## To do:
Every line of the data that includes "hand" should be copied out.

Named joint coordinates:

::::::

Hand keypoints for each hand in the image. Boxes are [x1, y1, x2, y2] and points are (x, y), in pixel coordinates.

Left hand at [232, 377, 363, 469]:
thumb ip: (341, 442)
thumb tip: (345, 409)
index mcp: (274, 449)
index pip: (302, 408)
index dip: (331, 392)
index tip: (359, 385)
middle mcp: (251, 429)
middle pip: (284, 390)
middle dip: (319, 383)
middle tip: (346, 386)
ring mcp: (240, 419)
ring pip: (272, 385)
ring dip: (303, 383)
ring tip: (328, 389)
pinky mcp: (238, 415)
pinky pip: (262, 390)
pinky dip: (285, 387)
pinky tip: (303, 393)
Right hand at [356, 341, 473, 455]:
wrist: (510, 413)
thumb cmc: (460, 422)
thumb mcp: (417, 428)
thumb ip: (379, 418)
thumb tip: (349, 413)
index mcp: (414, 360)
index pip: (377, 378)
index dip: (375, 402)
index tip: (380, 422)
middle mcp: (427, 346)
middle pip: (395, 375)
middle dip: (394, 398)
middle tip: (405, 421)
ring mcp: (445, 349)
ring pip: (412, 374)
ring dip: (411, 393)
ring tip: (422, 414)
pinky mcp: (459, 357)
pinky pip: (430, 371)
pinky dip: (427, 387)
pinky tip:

::::::

## Response box:
Hand keypoints for each hand in the image. Boxes are [x1, y1, x2, y2] and points are (x, y), in pixel coordinates.
Left hand at [232, 377, 363, 469]:
Right hand at [356, 341, 473, 455]:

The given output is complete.